- Records from a dataset -
━━━━━━━━━━━━━━━━━━━━━━━━━━━━━━

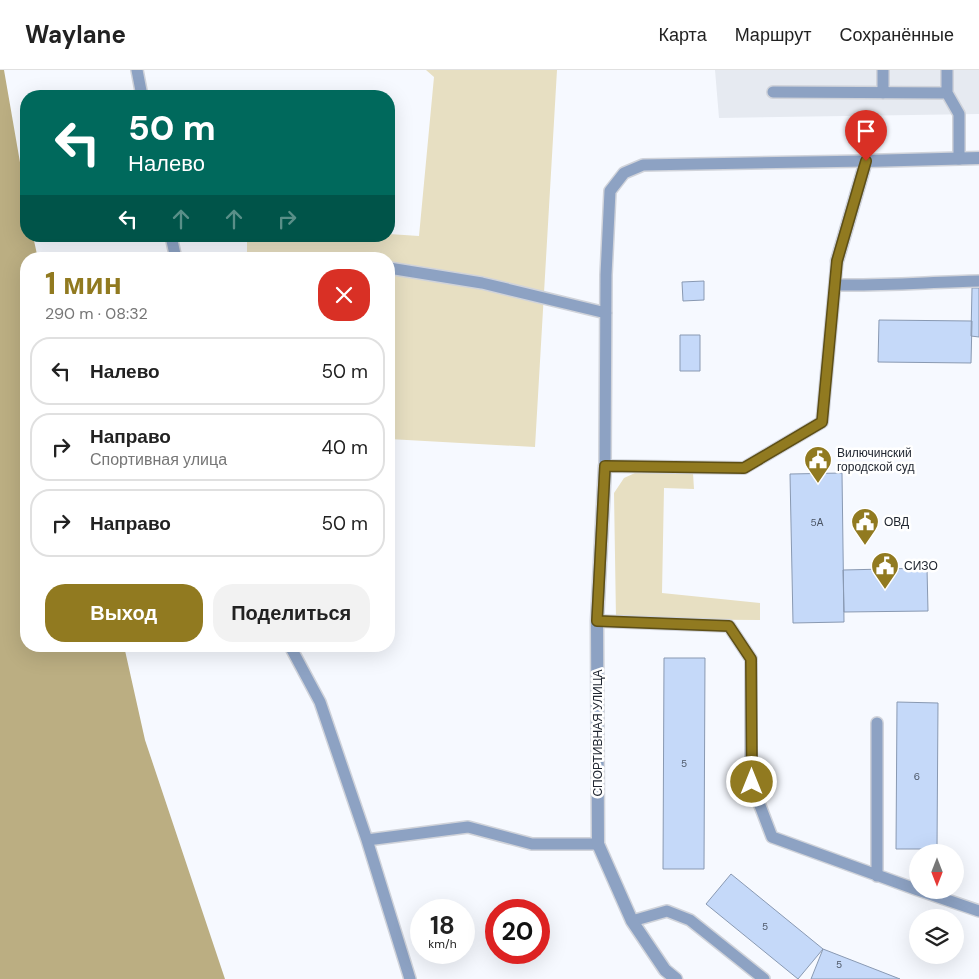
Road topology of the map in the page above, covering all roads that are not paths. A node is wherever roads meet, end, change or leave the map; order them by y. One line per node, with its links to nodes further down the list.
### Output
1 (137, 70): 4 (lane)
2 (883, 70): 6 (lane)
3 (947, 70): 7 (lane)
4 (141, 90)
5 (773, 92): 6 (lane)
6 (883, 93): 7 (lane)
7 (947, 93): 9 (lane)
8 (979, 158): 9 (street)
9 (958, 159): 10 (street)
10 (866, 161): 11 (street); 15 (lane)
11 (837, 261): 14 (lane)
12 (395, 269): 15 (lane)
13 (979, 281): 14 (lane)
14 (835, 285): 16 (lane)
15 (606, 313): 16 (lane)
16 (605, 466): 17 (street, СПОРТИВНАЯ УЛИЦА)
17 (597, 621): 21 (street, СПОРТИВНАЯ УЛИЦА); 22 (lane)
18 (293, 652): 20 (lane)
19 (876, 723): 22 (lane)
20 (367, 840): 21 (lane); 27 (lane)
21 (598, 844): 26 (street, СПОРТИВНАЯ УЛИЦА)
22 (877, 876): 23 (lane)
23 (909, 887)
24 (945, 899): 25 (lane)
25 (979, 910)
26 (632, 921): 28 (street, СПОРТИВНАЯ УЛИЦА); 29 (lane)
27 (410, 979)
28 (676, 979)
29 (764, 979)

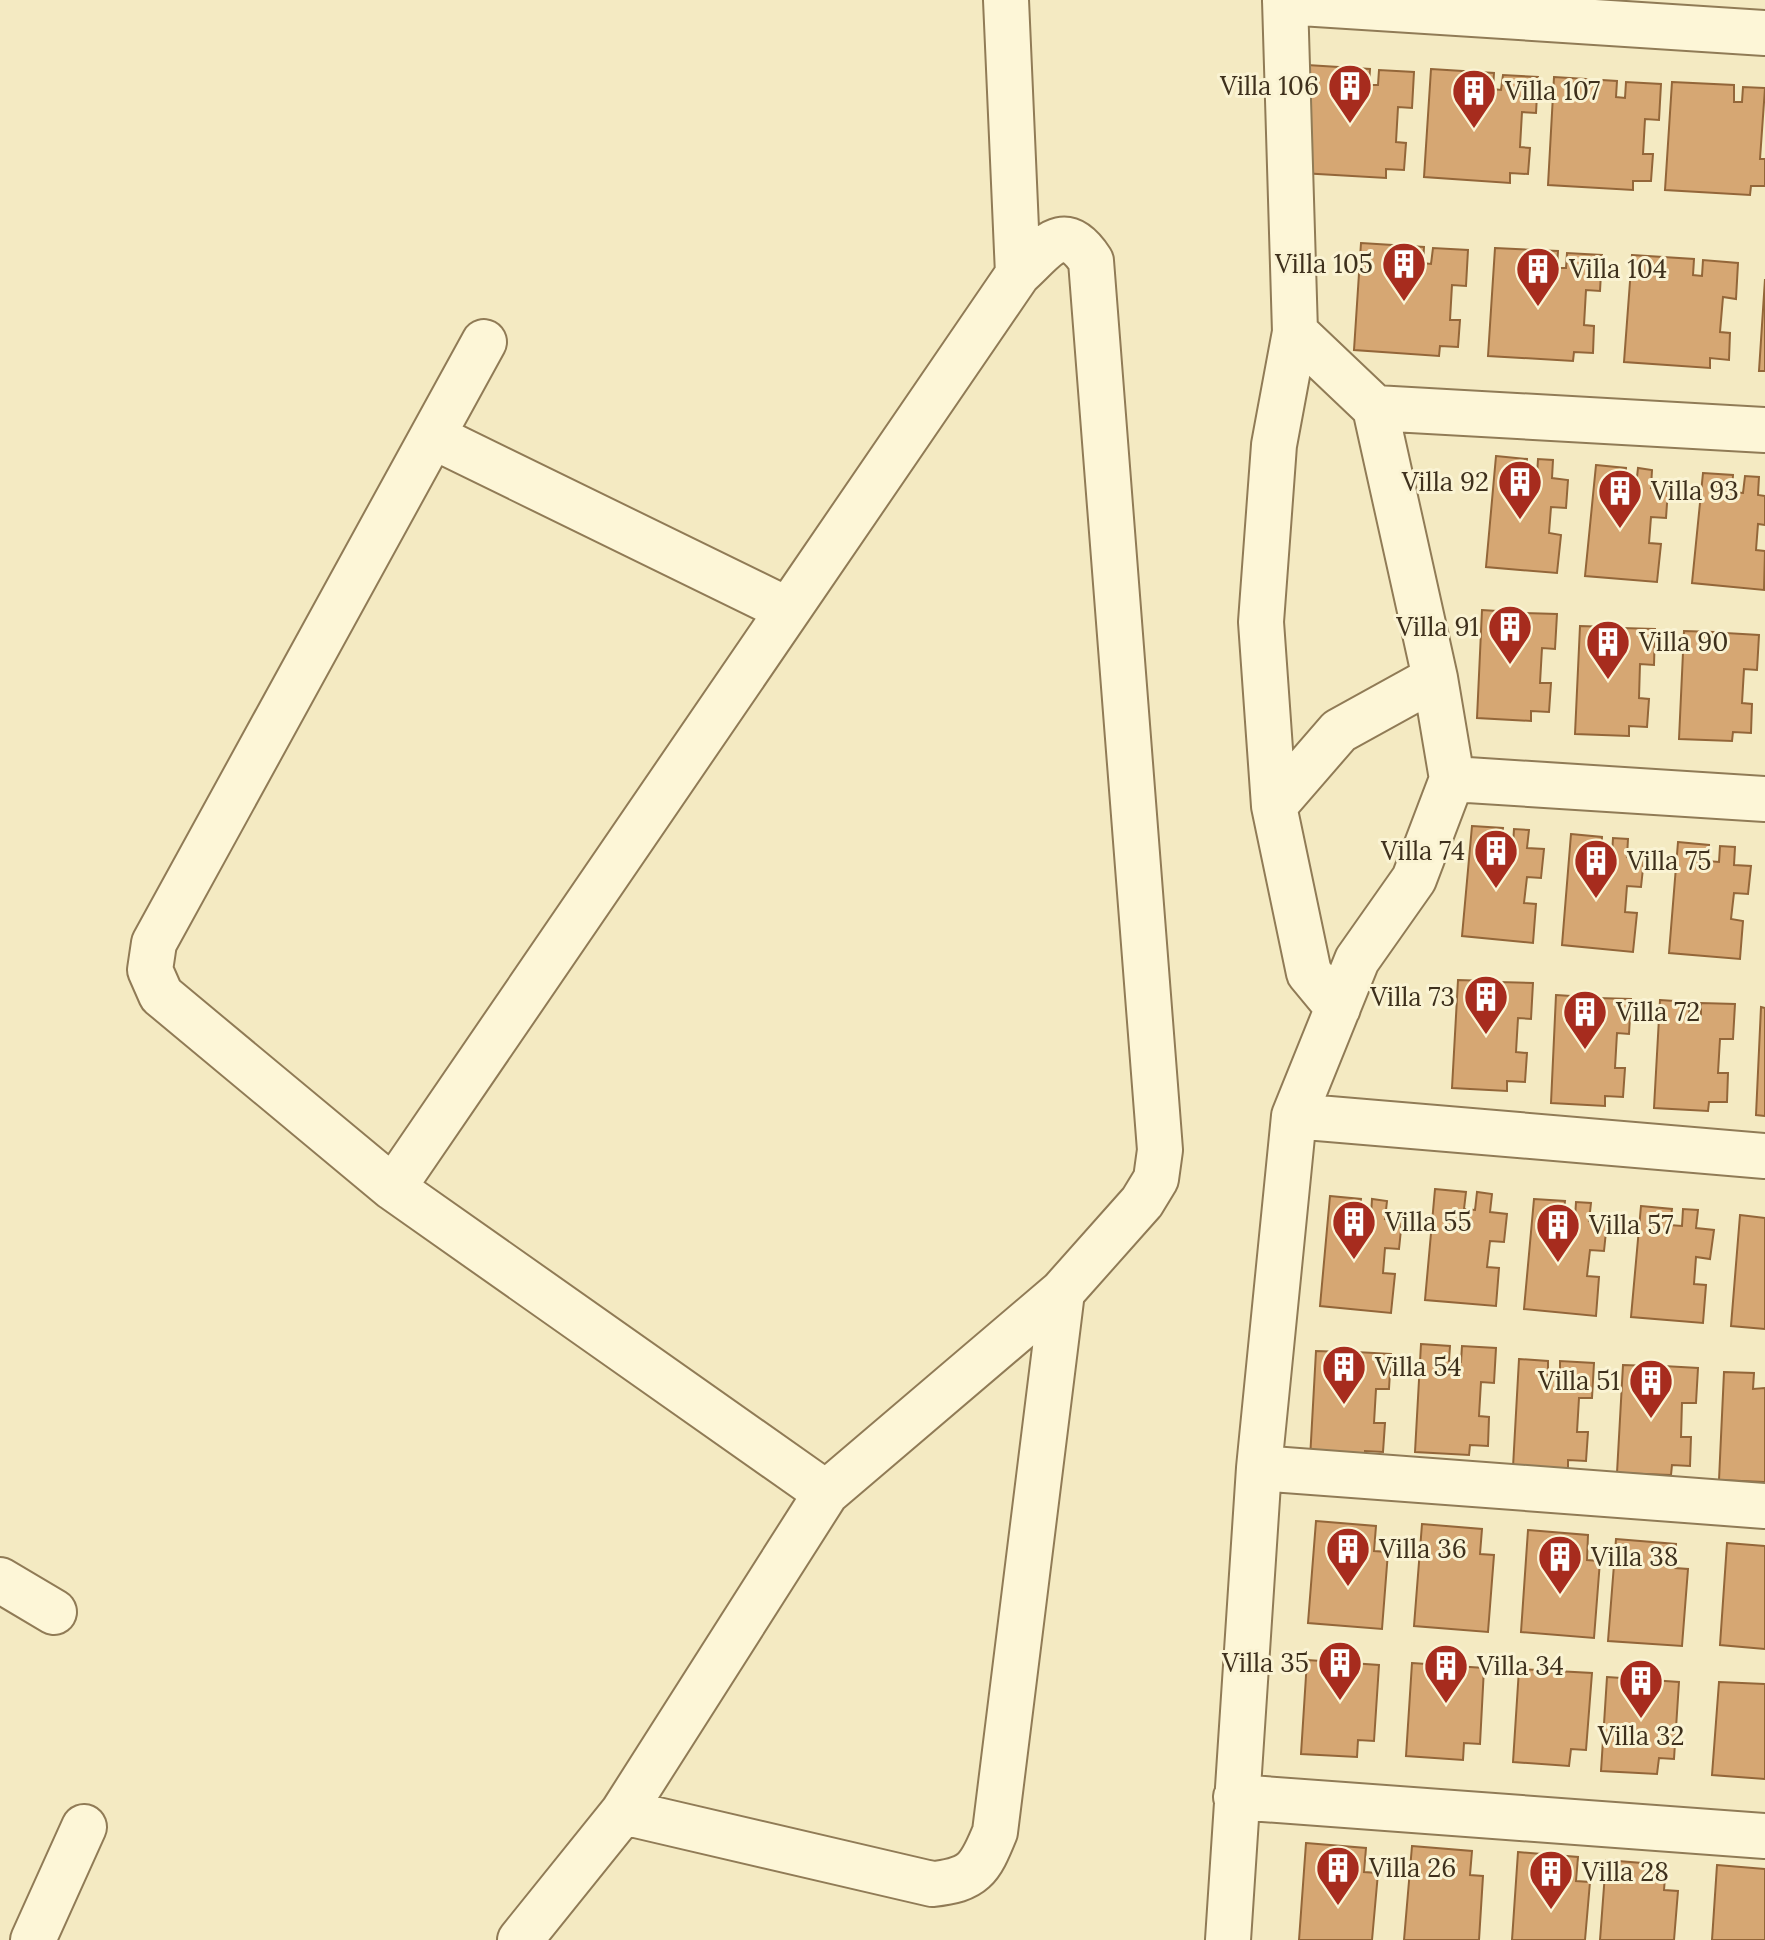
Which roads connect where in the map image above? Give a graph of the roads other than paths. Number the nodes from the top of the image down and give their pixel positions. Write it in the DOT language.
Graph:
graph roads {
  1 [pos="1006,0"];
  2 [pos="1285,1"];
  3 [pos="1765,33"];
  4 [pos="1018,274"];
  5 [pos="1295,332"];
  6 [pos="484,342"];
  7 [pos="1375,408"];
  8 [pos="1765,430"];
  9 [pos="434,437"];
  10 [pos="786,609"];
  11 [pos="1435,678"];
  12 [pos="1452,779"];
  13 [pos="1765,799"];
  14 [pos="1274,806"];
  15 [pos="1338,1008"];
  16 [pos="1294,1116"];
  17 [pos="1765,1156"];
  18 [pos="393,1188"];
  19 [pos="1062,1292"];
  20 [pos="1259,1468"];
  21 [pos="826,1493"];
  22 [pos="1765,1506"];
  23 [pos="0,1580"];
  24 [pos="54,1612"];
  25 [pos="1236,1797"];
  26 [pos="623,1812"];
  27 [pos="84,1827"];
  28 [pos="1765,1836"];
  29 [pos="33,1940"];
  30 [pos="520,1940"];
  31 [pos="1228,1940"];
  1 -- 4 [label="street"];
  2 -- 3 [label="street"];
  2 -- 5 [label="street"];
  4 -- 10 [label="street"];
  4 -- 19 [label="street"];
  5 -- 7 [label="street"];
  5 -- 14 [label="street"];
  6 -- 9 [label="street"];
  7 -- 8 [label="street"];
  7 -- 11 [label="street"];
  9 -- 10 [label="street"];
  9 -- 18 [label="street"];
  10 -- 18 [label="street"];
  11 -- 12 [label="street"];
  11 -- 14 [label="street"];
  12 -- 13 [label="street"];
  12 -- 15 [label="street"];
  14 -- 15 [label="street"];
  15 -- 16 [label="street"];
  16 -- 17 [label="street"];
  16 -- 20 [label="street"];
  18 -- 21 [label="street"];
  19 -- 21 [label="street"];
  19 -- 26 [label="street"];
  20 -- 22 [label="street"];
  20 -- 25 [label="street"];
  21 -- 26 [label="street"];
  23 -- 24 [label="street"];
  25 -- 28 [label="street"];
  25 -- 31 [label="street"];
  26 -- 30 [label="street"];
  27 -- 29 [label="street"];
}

━━━━━━━━━━━━━━━━━━━━━━━━━━━━━━

- Exercise requirements -
Begin with the first line of the entries above and write out each line exactly, ending with the line containing "Which roads connect". Leave out pictures.

- Task result -
Road topology of the map in the page above, covering all roads that are not paths. A node is wherever roads meet, end, change or leave the map; order them by y. One line per node, with its links to nodes further down the list.
### Output
1 (137, 70): 4 (lane)
2 (883, 70): 6 (lane)
3 (947, 70): 7 (lane)
4 (141, 90)
5 (773, 92): 6 (lane)
6 (883, 93): 7 (lane)
7 (947, 93): 9 (lane)
8 (979, 158): 9 (street)
9 (958, 159): 10 (street)
10 (866, 161): 11 (street); 15 (lane)
11 (837, 261): 14 (lane)
12 (395, 269): 15 (lane)
13 (979, 281): 14 (lane)
14 (835, 285): 16 (lane)
15 (606, 313): 16 (lane)
16 (605, 466): 17 (street, СПОРТИВНАЯ УЛИЦА)
17 (597, 621): 21 (street, СПОРТИВНАЯ УЛИЦА); 22 (lane)
18 (293, 652): 20 (lane)
19 (876, 723): 22 (lane)
20 (367, 840): 21 (lane); 27 (lane)
21 (598, 844): 26 (street, СПОРТИВНАЯ УЛИЦА)
22 (877, 876): 23 (lane)
23 (909, 887)
24 (945, 899): 25 (lane)
25 (979, 910)
26 (632, 921): 28 (street, СПОРТИВНАЯ УЛИЦА); 29 (lane)
27 (410, 979)
28 (676, 979)
29 (764, 979)

Which roads connect where in the map image above? Give a graph of the roads other than paths. Number the nodes from the top of the image down and give their pixel positions. Write it in the DOT language.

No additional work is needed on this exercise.